Sob o manto das estrelas

Fulgêncio era um homem bom e querido pelos amigos. Sempre exaltado pelas ações beneficentes junto às instituições de caridade e pela atividade constante na igreja, não havia que falar dele. Para qualquer um que se perguntasse na rua da pequena cidade, aquele era um homem quase santo.

O lado avesso de Fulgêncio, no entanto, se manifestava quando ele passava pela porta de casa. Então se tornava um marido frio e agressivo, um pai cruel, um patrão detestável. Obviamente que ninguém ousava mencionar isso por aí, pois o homem era bom e querido, mas também temido por conta do passado que carregava. Fora pistoleiro de vários coronéis, trazia mortes nas costas e escapara de três tocaias. Antigamente diziam até que ele tinha parte com o tinhoso, que Deus nos livre, amém. Mas isso foi antigamente porque hoje, como disse, a fama de benevolência sua já era o suficiente para apagar os erros do passado.

Só não pensavam assim os que conviviam com ele dentro da mesma casa. A esposa se chama Josefa, mulher educada na capital, de família rica, que se chafurdara neste fim de mundo com o homem que a raptara. Perdeu tudo, deserdada pelo pai rancoroso, e ainda teve de aturar surras e ameaças no correr dos anos. Malvina era a filha, uma moça bonita, como fora sua mãe, mas que não atraía pretendentes porque os rapazes se desencorajavam de ir até a casa do homem comprovadamente bom, mas ciumento. Melhor não bulir com essa gente, diziam os pais dos moços.
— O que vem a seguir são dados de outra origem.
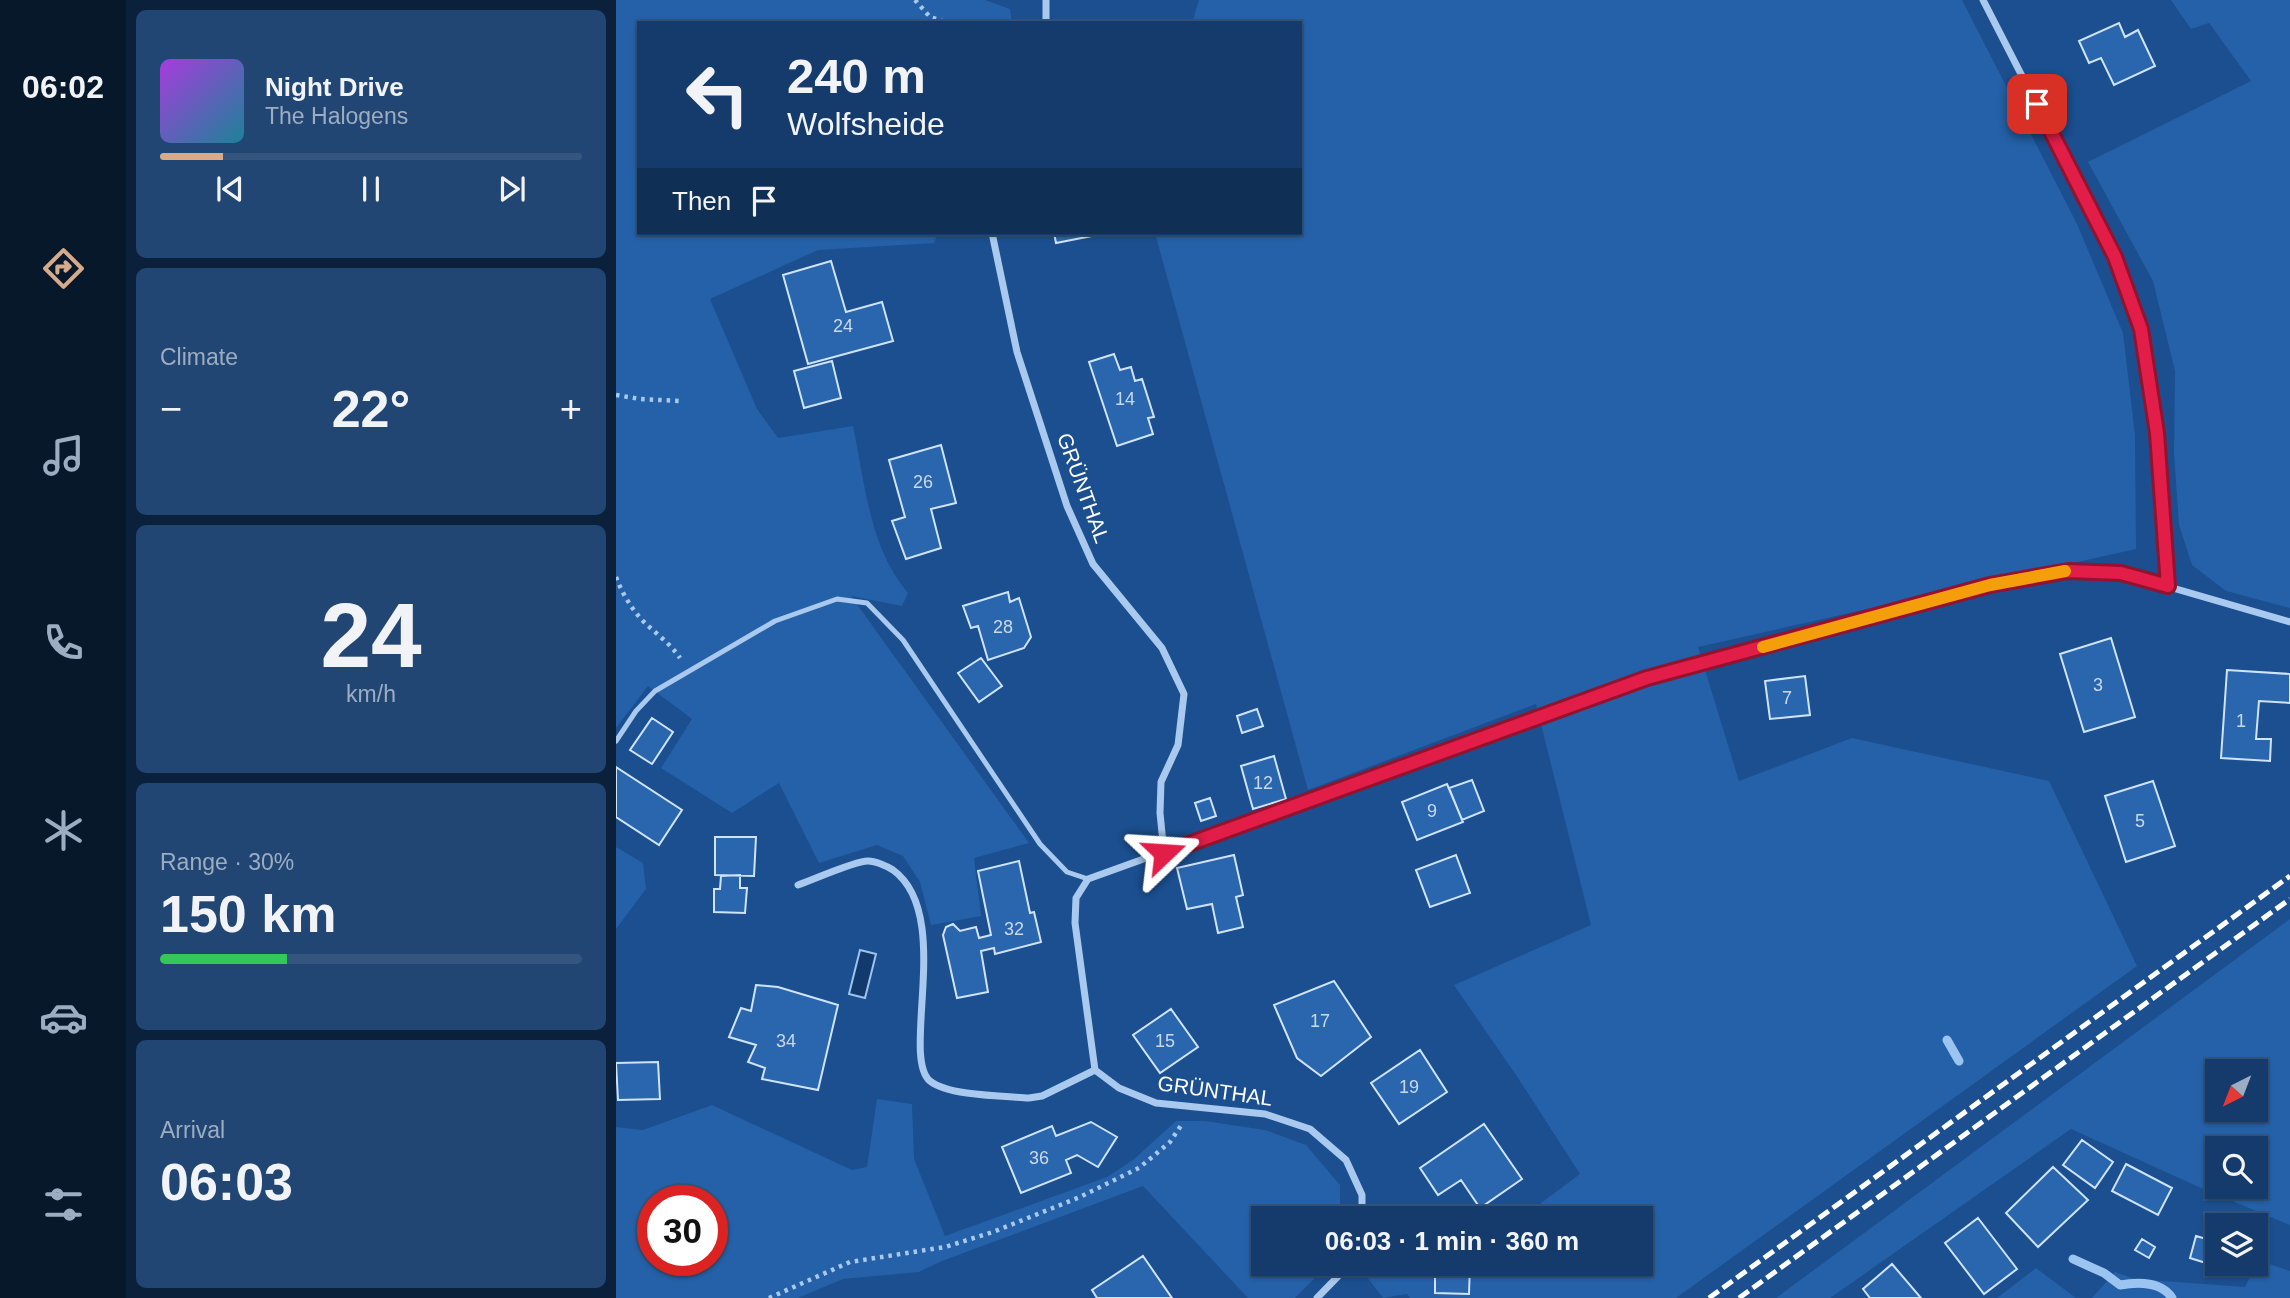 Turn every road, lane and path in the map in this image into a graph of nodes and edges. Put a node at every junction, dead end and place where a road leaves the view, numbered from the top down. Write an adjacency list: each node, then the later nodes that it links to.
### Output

Certo dia Josefa aproveitou a presença do padre para tocar no assunto da filha. Disse que a coitada precisava sair para bailes, conhecer rapazes, fazer amizades com outras moças. O velho sacerdote não quis se meter, tinha no bolso uma gorda doação, e se limitou a abençoar aquele lar harmônico. Mas foi ele sair que o pau comeu. Fulgêncio levou a esposa até o quarto, despiu-a e lhe aplicou uma custosa surra de cinto. Era para aprender a não tratar de assuntos íntimos na presença de estranhos. Noutra ocasião, quando Malvina apresentou ao pai um colega de escola, Fernando, ele pôs o moço para correr e foi a vez da filha levar um corretivo à altura, para aprender a não correr atrás de homem.
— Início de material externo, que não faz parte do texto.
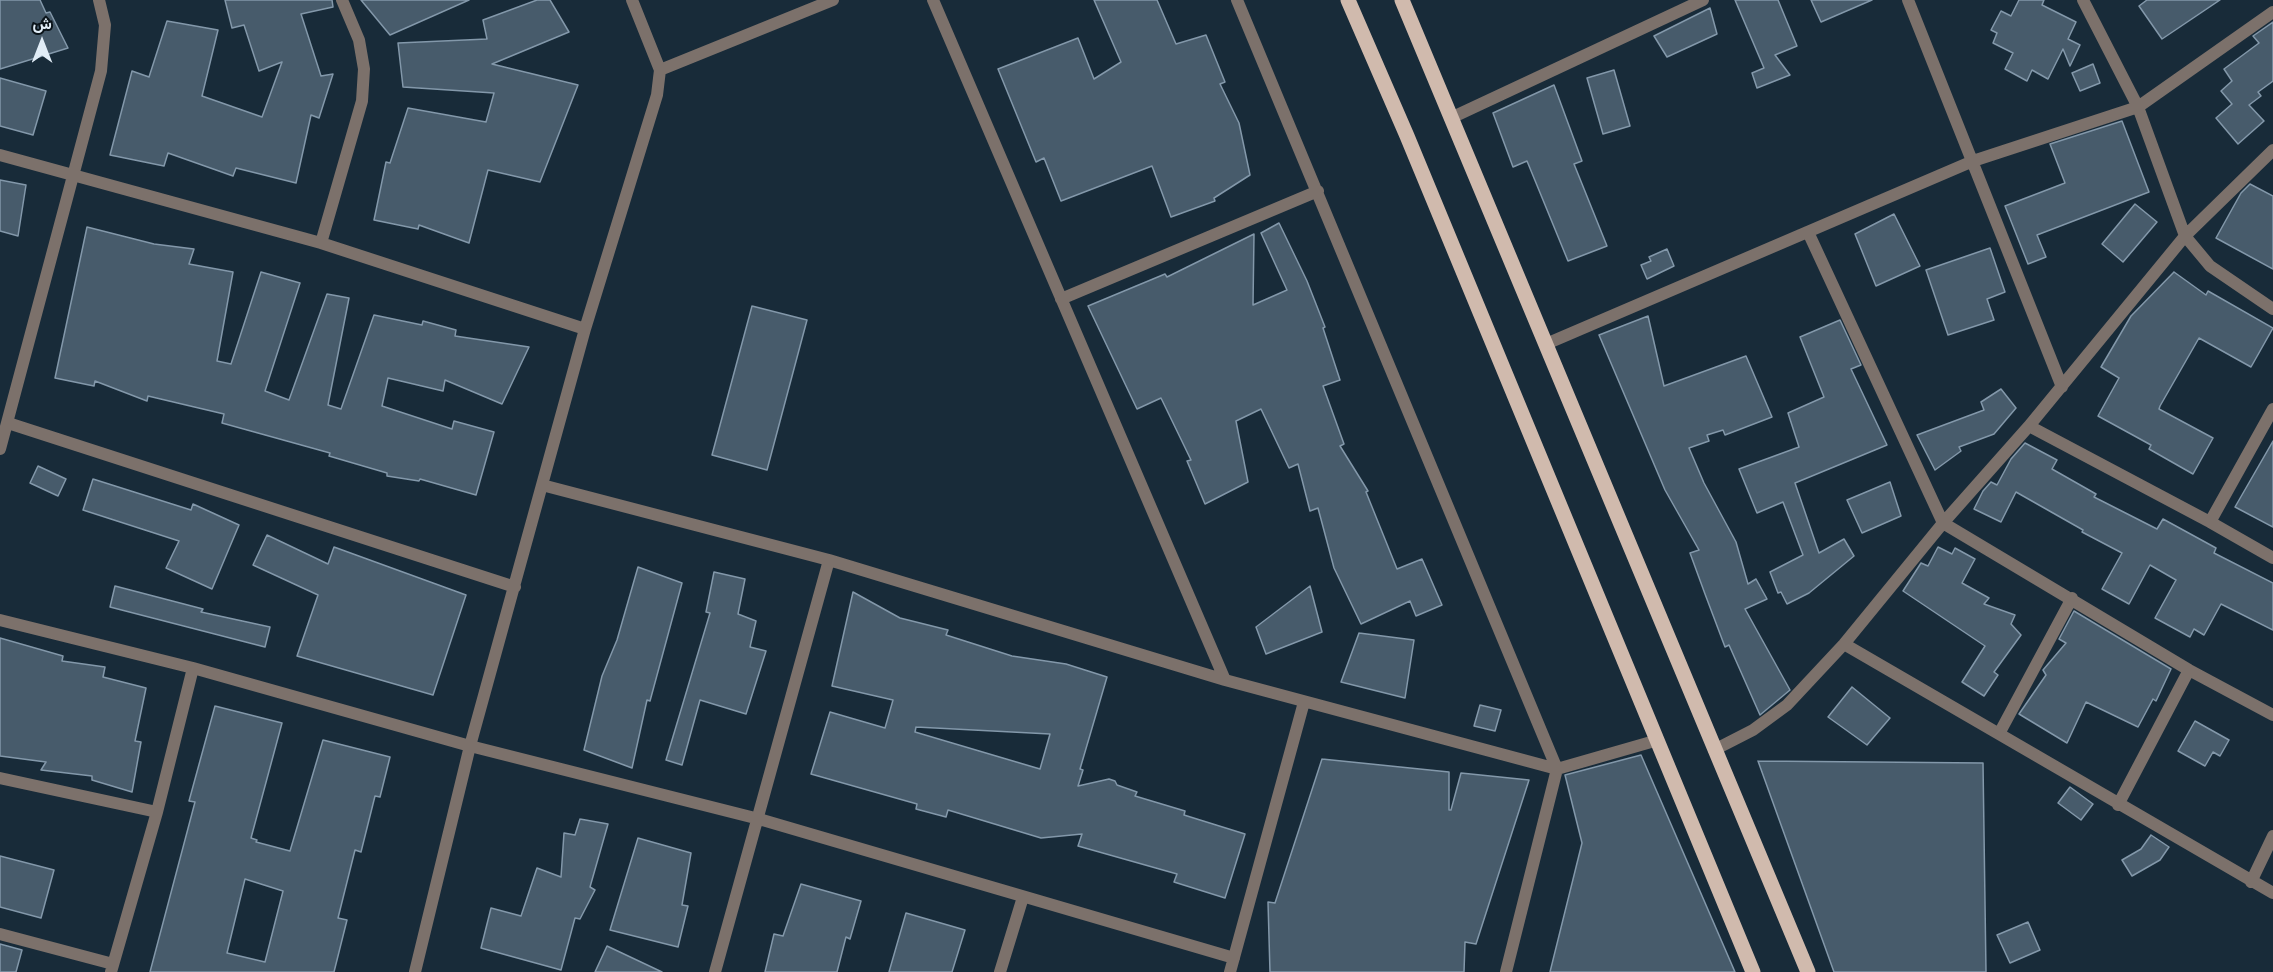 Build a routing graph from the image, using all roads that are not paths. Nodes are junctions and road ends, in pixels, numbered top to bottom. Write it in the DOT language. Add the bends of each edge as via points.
graph roads {
  1 [pos="99,0"];
  2 [pos="342,0"];
  3 [pos="632,0"];
  4 [pos="833,0"];
  5 [pos="933,0"];
  6 [pos="1237,0"];
  7 [pos="1348,0"];
  8 [pos="1402,0"];
  9 [pos="1703,0"];
  10 [pos="1908,0"];
  11 [pos="2083,0"];
  12 [pos="2273,12"];
  13 [pos="660,70"];
  14 [pos="2138,107"];
  15 [pos="1453,117"];
  16 [pos="2273,150"];
  17 [pos="0,154"];
  18 [pos="1973,160"];
  19 [pos="74,175"];
  20 [pos="1318,190"];
  21 [pos="1808,232"];
  22 [pos="2185,236"];
  23 [pos="321,243"];
  24 [pos="1061,299"];
  25 [pos="2273,309"];
  26 [pos="585,329"];
  27 [pos="1546,344"];
  28 [pos="2062,387"];
  29 [pos="2273,409"];
  30 [pos="8,423"];
  31 [pos="2029,426"];
  32 [pos="0,449"];
  33 [pos="542,484"];
  34 [pos="1942,522"];
  35 [pos="2210,522"];
  36 [pos="2273,558"];
  37 [pos="829,560"];
  38 [pos="515,587"];
  39 [pos="2072,598"];
  40 [pos="0,620"];
  41 [pos="1844,644"];
  42 [pos="193,668"];
  43 [pos="2189,669"];
  44 [pos="1225,680"];
  45 [pos="1304,702"];
  46 [pos="2273,715"];
  47 [pos="2000,732"];
  48 [pos="1658,740"];
  49 [pos="470,746"];
  50 [pos="1714,750"];
  51 [pos="1557,769"];
  52 [pos="0,778"];
  53 [pos="2118,806"];
  54 [pos="157,812"];
  55 [pos="759,819"];
  56 [pos="2273,836"];
  57 [pos="2251,882"];
  58 [pos="2273,893"];
  59 [pos="1023,897"];
  60 [pos="0,934"];
  61 [pos="1234,958"];
  62 [pos="112,968"];
  63 [pos="415,972"];
  64 [pos="715,972"];
  65 [pos="1000,972"];
  66 [pos="1230,972"];
  67 [pos="1506,972"];
  68 [pos="1754,972"];
  69 [pos="1808,972"];
  1 -- 19 [label="street" via="105,25 104,55"];
  2 -- 23 [label="street" via="359,40 364,69 362,101"];
  3 -- 13 [label="street"];
  4 -- 13 [label="street"];
  5 -- 24 [label="street"];
  6 -- 20 [label="street"];
  7 -- 48 [label="main road"];
  8 -- 15 [label="main road"];
  9 -- 15 [label="street"];
  10 -- 18 [label="street"];
  11 -- 14 [label="street"];
  12 -- 14 [label="street"];
  13 -- 26 [label="street" via="657,95"];
  14 -- 18 [label="street"];
  14 -- 22 [label="street"];
  15 -- 27 [label="main road"];
  16 -- 22 [label="street"];
  17 -- 19 [label="street"];
  18 -- 21 [label="street"];
  18 -- 28 [label="street"];
  19 -- 23 [label="street"];
  19 -- 30 [label="street"];
  20 -- 24 [label="street"];
  20 -- 51 [label="street"];
  21 -- 27 [label="street"];
  21 -- 34 [label="street"];
  22 -- 25 [label="street" via="2210,266"];
  22 -- 28 [label="street"];
  23 -- 26 [label="street"];
  24 -- 44 [label="street"];
  26 -- 33 [label="street"];
  27 -- 50 [label="main road"];
  28 -- 31 [label="street"];
  29 -- 35 [label="street"];
  30 -- 32 [label="street"];
  30 -- 38 [label="street"];
  31 -- 34 [label="street"];
  31 -- 35 [label="street"];
  33 -- 37 [label="street"];
  33 -- 38 [label="street"];
  34 -- 39 [label="street"];
  34 -- 41 [label="street"];
  35 -- 36 [label="street"];
  37 -- 44 [label="street"];
  37 -- 55 [label="street"];
  38 -- 49 [label="street"];
  39 -- 43 [label="street"];
  39 -- 47 [label="street"];
  40 -- 42 [label="street"];
  41 -- 47 [label="street"];
  41 -- 50 [label="street" via="1787,705 1753,730"];
  42 -- 49 [label="street"];
  42 -- 54 [label="street"];
  43 -- 46 [label="street"];
  43 -- 53 [label="street"];
  44 -- 45 [label="street"];
  45 -- 51 [label="street"];
  45 -- 61 [label="street"];
  47 -- 53 [label="street"];
  48 -- 51 [label="street"];
  48 -- 68 [label="main road"];
  49 -- 55 [label="street"];
  49 -- 63 [label="street"];
  50 -- 69 [label="main road"];
  51 -- 67 [label="street"];
  52 -- 54 [label="street"];
  53 -- 57 [label="street"];
  54 -- 62 [label="street"];
  55 -- 59 [label="street"];
  55 -- 64 [label="street"];
  56 -- 57 [label="street"];
  57 -- 58 [label="street"];
  59 -- 61 [label="street"];
  59 -- 65 [label="street"];
  60 -- 62 [label="street"];
  61 -- 66 [label="street"];
}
Fato é que, um belo dia, Fulgêncio foi vitimado por um violento derrame cerebral que lhe tirou a fala e consideráveis movimentos do lado direito do corpo. Alguns acham até que ficou meu apalermado. E então sua esposa Josefa foi à forra. Banhos eram frios e demorados. Comida sem sal e bem quente. Dormir sempre com muito barulho e cama dura. É aquele ditado: quem planta vento... Mas o pior mesmo foi Malvina, que fez questão de levar Fernando perante o pai parvo e apresentá-lo como seu namorado. Fulgêncio tentou fechar o semblante e murmurar algo, mas as sequelas do avc não lhe permitiram muita coisa. Então limitou-se a um olhar amarrado. Mais tarde, quando apenas ele e a filha estavam a sós, ela se aproximou de seu ouvido e disse:

― E tem mais, papai, hoje sua filhinha do coração vai perder a virgindade com esse moço que o senhor não aprovou.

Se pudesse se levantar Fulgêncio teria atacado Malvina, tamanha sua indignação ante tais palavras. Mas não podia mais reagir como antes. Agora o acaso é que tomava as rédeas do seu destino.
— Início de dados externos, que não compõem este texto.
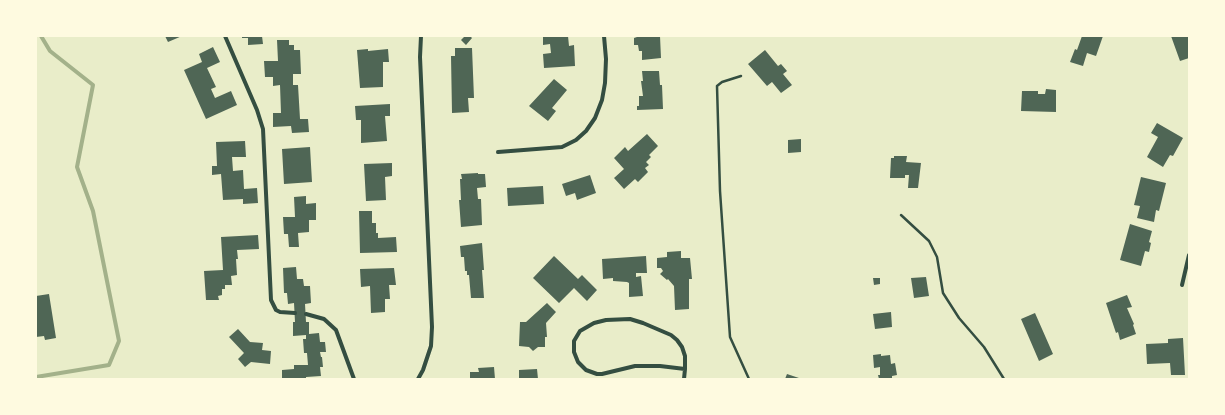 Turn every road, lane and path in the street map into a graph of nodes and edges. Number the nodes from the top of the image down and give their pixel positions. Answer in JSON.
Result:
{"nodes":[{"id":1,"x":225,"y":36,"type":"edge"},
{"id":2,"x":421,"y":36,"type":"edge"},
{"id":3,"x":604,"y":36,"type":"edge"},
{"id":4,"x":741,"y":76,"type":"dead end"},
{"id":5,"x":498,"y":152,"type":"dead end"},
{"id":6,"x":901,"y":215,"type":"dead end"},
{"id":7,"x":1189,"y":255,"type":"edge"},
{"id":8,"x":1182,"y":285,"type":"dead end"},
{"id":9,"x":295,"y":313,"type":"dead end"},
{"id":10,"x":306,"y":314,"type":"dead end"},
{"id":11,"x":685,"y":369,"type":"junction"},
{"id":12,"x":354,"y":379,"type":"edge"},
{"id":13,"x":418,"y":379,"type":"edge"},
{"id":14,"x":684,"y":379,"type":"edge"},
{"id":15,"x":749,"y":379,"type":"edge"},
{"id":16,"x":1004,"y":379,"type":"edge"}],
"edges":[{"from":1,"to":9,"type":"street"},
{"from":2,"to":13,"type":"street"},
{"from":3,"to":5,"type":"street"},
{"from":4,"to":15,"type":"lane"},
{"from":6,"to":16,"type":"lane"},
{"from":7,"to":8,"type":"street"},
{"from":10,"to":12,"type":"street"},
{"from":11,"to":11,"type":"street"},
{"from":11,"to":14,"type":"street"}]} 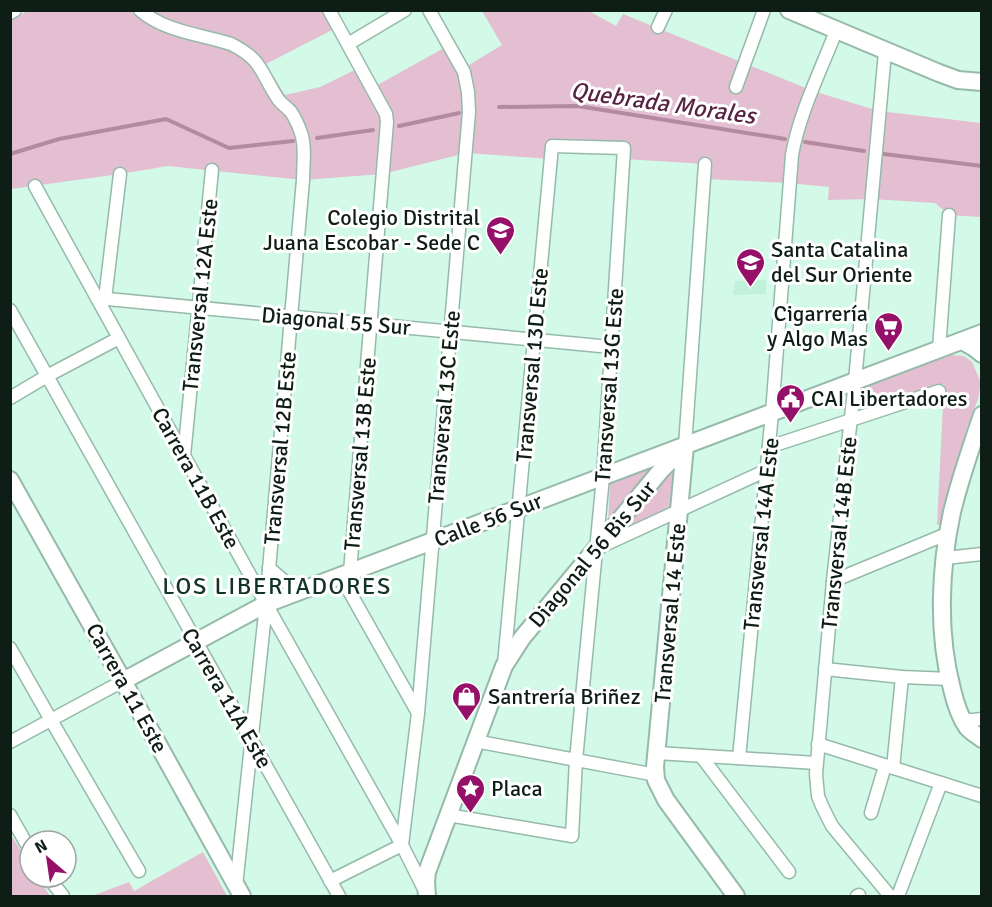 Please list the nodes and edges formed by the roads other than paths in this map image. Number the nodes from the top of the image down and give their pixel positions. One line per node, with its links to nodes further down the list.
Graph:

De fato, sob o manto das estrelas, Malvina se entregou demoradamente a Fernando. No quarto, sozinho, pois a esposa saíra, como fazia todas as noites, Fulgêncio morreu tranquilamente enquanto revia mentalmente a imagem da filha criança que ele empurrava no balanço e a esposa amorosa ao seu lado. Bons tempos aqueles!